Мой отец.
И мать.
И вот я сейчас. Сижу, ем печенье и думаю не о том, о чем должна бы.
- Ради карьеры приятеля? Сложновато, - Вильгельм ест мед. Из банки.
Пальцем.
И не было у него гувернантки, которая бы за подобное линейкой по этим самым пальцам лупила бы. Сразу видно, избаловали...
- Ради карьеры - да, но вот... воспользоваться случаем?
- Счастливым?
Я пожала плечами: понятия о счастье у всех разные.
- У Мортимера степень по философии, - зачем-то сообщил дядюшка. Вот он свой чай ничем не закусывал. И не пил. Сидел, держал на ладони и разглядывал желтоватый фарфор кружки. - Он вовсе не так глуп, каким хочет казаться...
...интересно, а ему хватило бы... устроить, скажем, клуб для избранных... такой, в котором можно чуть больше, чем в публичном доме.
И если вспомнить...
...исчезнувшая сестра и ее отец... то бабулино письмо, о котором я уже и позабыть успела. А что если... он ничего не придумывал, мой дорогой дядя. Он просто взял чужую идею и слегка ее преобразовал.
С выгодой для себя.
С немалой, полагаю, выгодой... и когда идея из прибыльной превратилась в опасную, отступил в сторонку, предоставив другу... или не другу, но потенциальному приятелю, шанс для карьеры.
Это ведь...
Удобно?
И вполне в духе семьи.
Доказать?
Не выйдет.
- А он... участвовал в экспериментах?
И дядюшка Фердинанд пожал плечами головой:
- В первой части определенно нет, а вот дальше... не знаю.
Гм, а идея хорошая.
С другой стороны...
...почему бы не навестить другого дядю, раз уж во мне такая любовь к родственникам проснулась?

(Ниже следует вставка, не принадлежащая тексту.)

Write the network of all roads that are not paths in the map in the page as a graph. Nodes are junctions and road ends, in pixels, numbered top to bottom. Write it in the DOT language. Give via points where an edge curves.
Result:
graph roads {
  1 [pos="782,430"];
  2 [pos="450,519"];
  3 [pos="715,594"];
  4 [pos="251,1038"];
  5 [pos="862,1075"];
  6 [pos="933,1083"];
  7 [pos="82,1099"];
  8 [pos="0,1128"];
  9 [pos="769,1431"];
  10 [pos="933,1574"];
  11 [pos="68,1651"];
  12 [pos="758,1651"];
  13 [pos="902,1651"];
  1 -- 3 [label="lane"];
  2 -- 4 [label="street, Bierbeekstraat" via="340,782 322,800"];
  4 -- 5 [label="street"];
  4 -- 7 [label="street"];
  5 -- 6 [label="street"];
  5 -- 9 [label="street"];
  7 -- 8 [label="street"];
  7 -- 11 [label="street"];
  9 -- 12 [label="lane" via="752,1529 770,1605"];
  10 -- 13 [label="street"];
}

К сожалению, я вынуждена была признать, что дорогой дядюшка, если и был в чем виновен, то отныне стал неподсуден. Нет, толковый некромант, быть может, сумел бы поднять его, однако коронный суд к мертвым - настоящим мертвым - относился с неподобающей снисходительностью.
Поэтому я удовлетворилась тем, что от души пнула тело.
И заработала укоризненный взгляд Диттера.
А что?
Заслужил.
Был поганцем и умер... не своей смертью.
Лежал дядюшка на огромной кровати с балдахином, с которого спускались витые шнуры, украшенные гроздями золотых кистей. Пыли на этом добре скопилось изрядно. А так... помпезненько, нечего сказать... резные ножки.
Изголовье.
И шелковые ленты с него свисающие. Надо полагать не просто так украшение, но со смыслом. Ленту я потрогала, убеждаясь, что, несмотря на возраст, была она вполне себе крепкой.
Подергала.
И отпустила.
Алые простыни. Черные подушки. И рыхлая дядюшкина туша, смотревшаяся в этом великолепии чуждо... мертвые в принципе не слишком красивы - себя я отнесу к исключениям, а уж этот-то... расплывшийся живот, поросший реденьким рыженьким волосом, который к паху становился темнее и не таким уж редким.